Later, after we processed those areas that they said were NOT representative of their best effort we talked about what the long term consequences of that would be and I brought this back into context with the poem below. I asked them if they could understand how thinking one was “pretty good” or “good enough” could land them in trouble at some later date. Each time I’ve had this conversation with students and my own kids I always feel proud when they can immediately connect the message of the poem to real-world examples of negative role models who suffer from thinking they are “good enough.”

Lastly, I will be writing again next week about what this poem means to our staff at BCMS with regard to how we approach complacency and our own efficacy as teachers. I can’t wait to share more on this but that will have to wait until next week.

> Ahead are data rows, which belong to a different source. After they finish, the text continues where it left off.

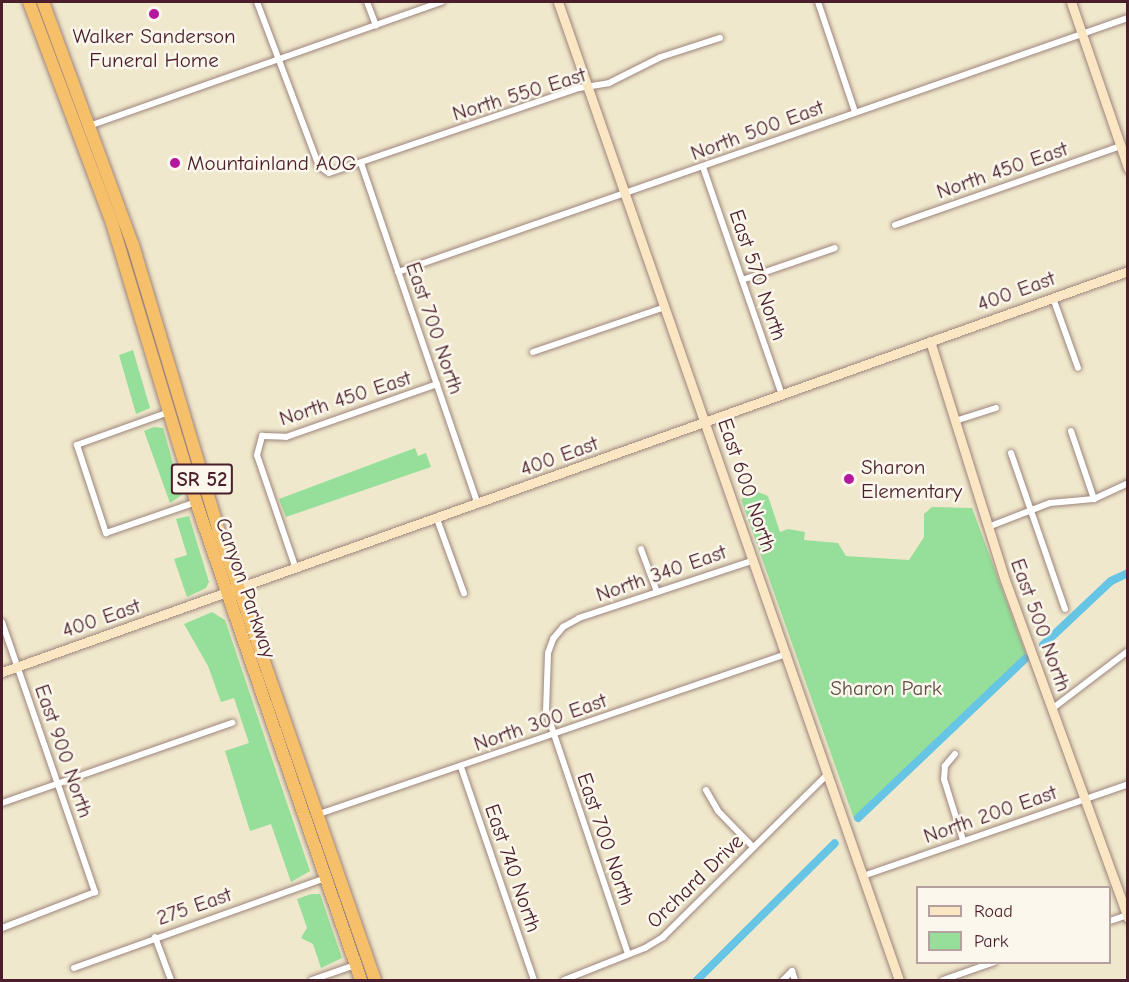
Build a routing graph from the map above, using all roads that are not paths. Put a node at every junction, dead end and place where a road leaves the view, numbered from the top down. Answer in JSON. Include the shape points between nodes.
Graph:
{"nodes":[{"id":1,"x":29,"y":2,"type":"edge"},
{"id":2,"x":43,"y":2,"type":"edge"},
{"id":3,"x":257,"y":2,"type":"edge"},
{"id":4,"x":367,"y":2,"type":"edge"},
{"id":5,"x":442,"y":2,"type":"edge"},
{"id":6,"x":558,"y":2,"type":"edge"},
{"id":7,"x":818,"y":2,"type":"edge"},
{"id":8,"x":1071,"y":2,"type":"edge"},
{"id":9,"x":1128,"y":18,"type":"edge"},
{"id":10,"x":376,"y":25,"type":"junction"},
{"id":11,"x":1082,"y":35,"type":"junction"},
{"id":12,"x":720,"y":38,"type":"dead end"},
{"id":13,"x":278,"y":59,"type":"junction"},
{"id":14,"x":588,"y":87,"type":"junction"},
{"id":15,"x":855,"y":112,"type":"junction"},
{"id":16,"x":92,"y":126,"type":"junction"},
{"id":17,"x":79,"y":130,"type":"junction"},
{"id":18,"x":1120,"y":146,"type":"junction"},
{"id":19,"x":362,"y":163,"type":"junction"},
{"id":20,"x":703,"y":167,"type":"junction"},
{"id":21,"x":1128,"y":168,"type":"edge"},
{"id":22,"x":626,"y":194,"type":"junction"},
{"id":23,"x":895,"y":225,"type":"dead end"},
{"id":24,"x":834,"y":248,"type":"dead end"},
{"id":25,"x":1128,"y":271,"type":"edge"},
{"id":26,"x":398,"y":272,"type":"junction"},
{"id":27,"x":742,"y":280,"type":"junction"},
{"id":28,"x":1053,"y":297,"type":"junction"},
{"id":29,"x":665,"y":307,"type":"junction"},
{"id":30,"x":930,"y":341,"type":"junction"},
{"id":31,"x":533,"y":352,"type":"dead end"},
{"id":32,"x":1078,"y":368,"type":"dead end"},
{"id":33,"x":437,"y":384,"type":"junction"},
{"id":34,"x":782,"y":395,"type":"junction"},
{"id":35,"x":996,"y":408,"type":"dead end"},
{"id":36,"x":169,"y":412,"type":"junction"},
{"id":37,"x":955,"y":421,"type":"junction"},
{"id":38,"x":706,"y":422,"type":"junction"},
{"id":39,"x":1071,"y":431,"type":"dead end"},
{"id":40,"x":1011,"y":453,"type":"dead end"},
{"id":41,"x":1127,"y":486,"type":"edge"},
{"id":42,"x":1094,"y":499,"type":"junction"},
{"id":43,"x":196,"y":502,"type":"junction"},
{"id":44,"x":478,"y":504,"type":"junction"},
{"id":45,"x":1031,"y":510,"type":"junction"},
{"id":46,"x":437,"y":519,"type":"junction"},
{"id":47,"x":988,"y":527,"type":"junction"},
{"id":48,"x":641,"y":549,"type":"dead end"},
{"id":49,"x":754,"y":560,"type":"junction"},
{"id":50,"x":296,"y":570,"type":"junction"},
{"id":51,"x":233,"y":592,"type":"junction"},
{"id":52,"x":657,"y":592,"type":"junction"},
{"id":53,"x":464,"y":593,"type":"dead end"},
{"id":54,"x":1065,"y":609,"type":"dead end"},
{"id":55,"x":579,"y":618,"type":"joint"},
{"id":56,"x":2,"y":622,"type":"edge"},
{"id":57,"x":1128,"y":651,"type":"edge"},
{"id":58,"x":786,"y":654,"type":"junction"},
{"id":59,"x":17,"y":667,"type":"junction"},
{"id":60,"x":2,"y":672,"type":"edge"},
{"id":61,"x":1053,"y":708,"type":"junction"},
{"id":62,"x":232,"y":723,"type":"dead end"},
{"id":63,"x":554,"y":735,"type":"junction"},
{"id":64,"x":955,"y":754,"type":"dead end"},
{"id":65,"x":461,"y":767,"type":"junction"},
{"id":66,"x":828,"y":774,"type":"junction"},
{"id":67,"x":58,"y":783,"type":"junction"},
{"id":68,"x":1128,"y":784,"type":"edge"},
{"id":69,"x":706,"y":790,"type":"dead end"},
{"id":70,"x":1085,"y":799,"type":"junction"},
{"id":71,"x":2,"y":802,"type":"edge"},
{"id":72,"x":317,"y":815,"type":"junction"},
{"id":73,"x":305,"y":819,"type":"junction"},
{"id":74,"x":963,"y":840,"type":"junction"},
{"id":75,"x":753,"y":847,"type":"junction"},
{"id":76,"x":863,"y":876,"type":"junction"},
{"id":77,"x":326,"y":878,"type":"junction"},
{"id":78,"x":1127,"y":917,"type":"edge"},
{"id":79,"x":1111,"y":921,"type":"edge"},
{"id":80,"x":2,"y":928,"type":"edge"},
{"id":81,"x":155,"y":937,"type":"junction"},
{"id":82,"x":628,"y":954,"type":"junction"},
{"id":83,"x":991,"y":964,"type":"edge"},
{"id":84,"x":356,"y":965,"type":"junction"},
{"id":85,"x":74,"y":968,"type":"dead end"},
{"id":86,"x":171,"y":981,"type":"edge"},
{"id":87,"x":312,"y":981,"type":"edge"},
{"id":88,"x":361,"y":981,"type":"edge"},
{"id":89,"x":375,"y":981,"type":"edge"},
{"id":90,"x":534,"y":981,"type":"edge"},
{"id":91,"x":564,"y":981,"type":"edge"},
{"id":92,"x":783,"y":981,"type":"edge"},
{"id":93,"x":795,"y":981,"type":"edge"},
{"id":94,"x":899,"y":981,"type":"edge"},
{"id":95,"x":943,"y":981,"type":"edge"}],
"edges":[{"from":1,"to":17,"type":"highway","name":"Canyon Parkway","number":"SR 52"},
{"from":2,"to":16,"type":"highway","name":"Canyon Parkway","number":"SR 52"},
{"from":3,"to":13,"type":"street"},
{"from":4,"to":10,"type":"street"},
{"from":5,"to":10,"type":"street"},
{"from":6,"to":14,"type":"street","name":"East 600 North"},
{"from":7,"to":15,"type":"street"},
{"from":8,"to":11,"type":"street"},
{"from":9,"to":11,"type":"street","name":"North 500 East"},
{"from":10,"to":13,"type":"street"},
{"from":11,"to":15,"type":"street","name":"North 500 East"},
{"from":11,"to":18,"type":"street"},
{"from":12,"to":14,"type":"street","name":"North 550 East","via":[[661,57],[626,77]]},
{"from":13,"to":16,"type":"street"},
{"from":13,"to":19,"type":"street","name":"North 550 East","via":[[319,166],[324,172]]},
{"from":14,"to":19,"type":"street","name":"North 550 East"},
{"from":14,"to":22,"type":"street","name":"East 600 North"},
{"from":15,"to":20,"type":"street","name":"North 500 East"},
{"from":16,"to":17,"type":"street"},
{"from":16,"to":51,"type":"highway","name":"Canyon Parkway","number":"SR 52","via":[[149,294]]},
{"from":17,"to":36,"type":"highway","name":"Canyon Parkway","number":"SR 52","via":[[129,274]]},
{"from":18,"to":21,"type":"street"},
{"from":18,"to":23,"type":"street","name":"North 450 East"},
{"from":19,"to":26,"type":"street","name":"East 700 North"},
{"from":20,"to":22,"type":"street","name":"North 500 East"},
{"from":20,"to":27,"type":"street","name":"East 570 North"},
{"from":22,"to":26,"type":"street","name":"North 500 East"},
{"from":22,"to":29,"type":"street","name":"East 600 North"},
{"from":24,"to":27,"type":"street"},
{"from":25,"to":28,"type":"street","name":"400 East"},
{"from":26,"to":33,"type":"street","name":"East 700 North"},
{"from":27,"to":34,"type":"street","name":"East 570 North"},
{"from":28,"to":30,"type":"street","name":"400 East"},
{"from":28,"to":32,"type":"street"},
{"from":29,"to":31,"type":"street"},
{"from":29,"to":38,"type":"street","name":"East 600 North"},
{"from":30,"to":34,"type":"street","name":"400 East"},
{"from":30,"to":37,"type":"street","name":"East 500 North"},
{"from":33,"to":44,"type":"street","name":"East 700 North"},
{"from":33,"to":50,"type":"street","name":"North 450 East","via":[[286,438],[262,436],[257,455]]},
{"from":34,"to":38,"type":"street","name":"400 East"},
{"from":35,"to":37,"type":"street"},
{"from":36,"to":43,"type":"highway","name":"Canyon Parkway","number":"SR 52"},
{"from":36,"to":43,"type":"street","via":[[77,445],[106,533]]},
{"from":37,"to":47,"type":"street","name":"East 500 North"},
{"from":38,"to":44,"type":"street","name":"400 East"},
{"from":38,"to":49,"type":"street","name":"East 600 North"},
{"from":39,"to":42,"type":"street"},
{"from":40,"to":45,"type":"street"},
{"from":41,"to":42,"type":"street"},
{"from":42,"to":45,"type":"street","via":[[1057,501]]},
{"from":43,"to":51,"type":"highway","name":"Canyon Parkway","number":"SR 52"},
{"from":44,"to":46,"type":"street","name":"400 East"},
{"from":45,"to":47,"type":"street"},
{"from":45,"to":54,"type":"street"},
{"from":46,"to":50,"type":"street","name":"400 East"},
{"from":46,"to":53,"type":"street"},
{"from":47,"to":61,"type":"street","name":"East 500 North"},
{"from":48,"to":52,"type":"street"},
{"from":49,"to":52,"type":"street","name":"North 340 East"},
{"from":49,"to":58,"type":"street","name":"East 600 North"},
{"from":50,"to":51,"type":"street","name":"400 East"},
{"from":51,"to":59,"type":"street","name":"400 East"},
{"from":51,"to":72,"type":"highway","name":"Canyon Parkway","number":"SR 52"},
{"from":51,"to":73,"type":"highway","name":"Canyon Parkway","number":"SR 52"},
{"from":52,"to":55,"type":"street","name":"North 340 East"},
{"from":55,"to":63,"type":"street","name":"East 700 North","via":[[563,627],[548,653],[544,691]]},
{"from":56,"to":59,"type":"street","name":"East 900 North"},
{"from":57,"to":61,"type":"street"},
{"from":58,"to":63,"type":"street","name":"North 300 East"},
{"from":58,"to":66,"type":"street","name":"East 600 North"},
{"from":59,"to":60,"type":"street","name":"400 East"},
{"from":59,"to":67,"type":"street","name":"East 900 North"},
{"from":61,"to":70,"type":"street","name":"East 500 North"},
{"from":62,"to":67,"type":"street"},
{"from":63,"to":65,"type":"street","name":"North 300 East"},
{"from":63,"to":82,"type":"street","name":"East 700 North"},
{"from":64,"to":74,"type":"street","via":[[945,766],[944,779]]},
{"from":65,"to":72,"type":"street","name":"North 300 East"},
{"from":65,"to":90,"type":"street","name":"East 740 North"},
{"from":66,"to":75,"type":"street","name":"Orchard Drive"},
{"from":66,"to":76,"type":"street","name":"East 600 North"},
{"from":67,"to":71,"type":"street"},
{"from":67,"to":80,"type":"street","name":"East 900 North","via":[[95,892]]},
{"from":68,"to":70,"type":"street","name":"North 200 East"},
{"from":69,"to":75,"type":"street","via":[[718,811]]},
{"from":70,"to":74,"type":"street","name":"North 200 East"},
{"from":70,"to":78,"type":"street","name":"East 500 North"},
{"from":72,"to":73,"type":"street","name":"North 300 East"},
{"from":72,"to":89,"type":"highway","name":"Canyon Parkway","number":"SR 52"},
{"from":73,"to":77,"type":"highway","name":"Canyon Parkway","number":"SR 52"},
{"from":74,"to":76,"type":"street","name":"North 200 East"},
{"from":75,"to":82,"type":"street","name":"Orchard Drive","via":[[663,937]]},
{"from":76,"to":94,"type":"street","name":"East 600 North"},
{"from":77,"to":81,"type":"street","name":"275 East"},
{"from":77,"to":84,"type":"highway","name":"Canyon Parkway","number":"SR 52"},
{"from":78,"to":79,"type":"street"},
{"from":81,"to":85,"type":"street","name":"275 East"},
{"from":81,"to":86,"type":"street"},
{"from":82,"to":91,"type":"street","name":"Orchard Drive"},
{"from":83,"to":95,"type":"street"},
{"from":84,"to":87,"type":"street"},
{"from":84,"to":88,"type":"highway","name":"Canyon Parkway","number":"SR 52"},
{"from":92,"to":93,"type":"street","via":[[792,972]]}]}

I hope you have enjoyed your February vacation and we can’t wait to see students on Monday.

Sincerely,
Mike Klugman
Principal BCMS

“Pretty Good” by Charles Osgood
from the Osgood File, 1986

There once was a pretty good student
Who sat in a pretty good class
And was taught by a pretty good teacher
Who always let pretty good pass.
He wasn’t terrific at reading,
He wasn’t a whiz-bang at math,
But for him, education was leading
Straight down a pretty good path.
He didn’t find school too exciting,
But he wanted to do pretty well,
And he did have some trouble with writing
Since nobody taught him to spell.
When doing arithmetic problems,
Pretty good was regarded as fine.
5+5 needn’t always add up to be 10;
A pretty good answer was 9.
The pretty good class that he sat in
Was part of a pretty good school,
And the student was not an exception:
On the contrary, he was the rule.
The pretty good school that he went to
Was there in a pretty good town,
And nobody there seemed to notice
He could not tell a verb from a noun.
The pretty good student in fact was
Part of a pretty good mob.
And the first time he knew what he lacked was
When he looked for a pretty good job.
It was then, when he sought a position,
He discovered that life could be tough,
And he soon had a sneaking suspicion
Pretty good might not be good enough.
The pretty good town in our story
Was part of a pretty good state
Which had pretty good aspirations
And prayed for a pretty good fate.
There once was a pretty good nation
Pretty proud of the greatness it had,
Which learned much too late,
If you want to be great,
Pretty good is, in fact, pretty bad.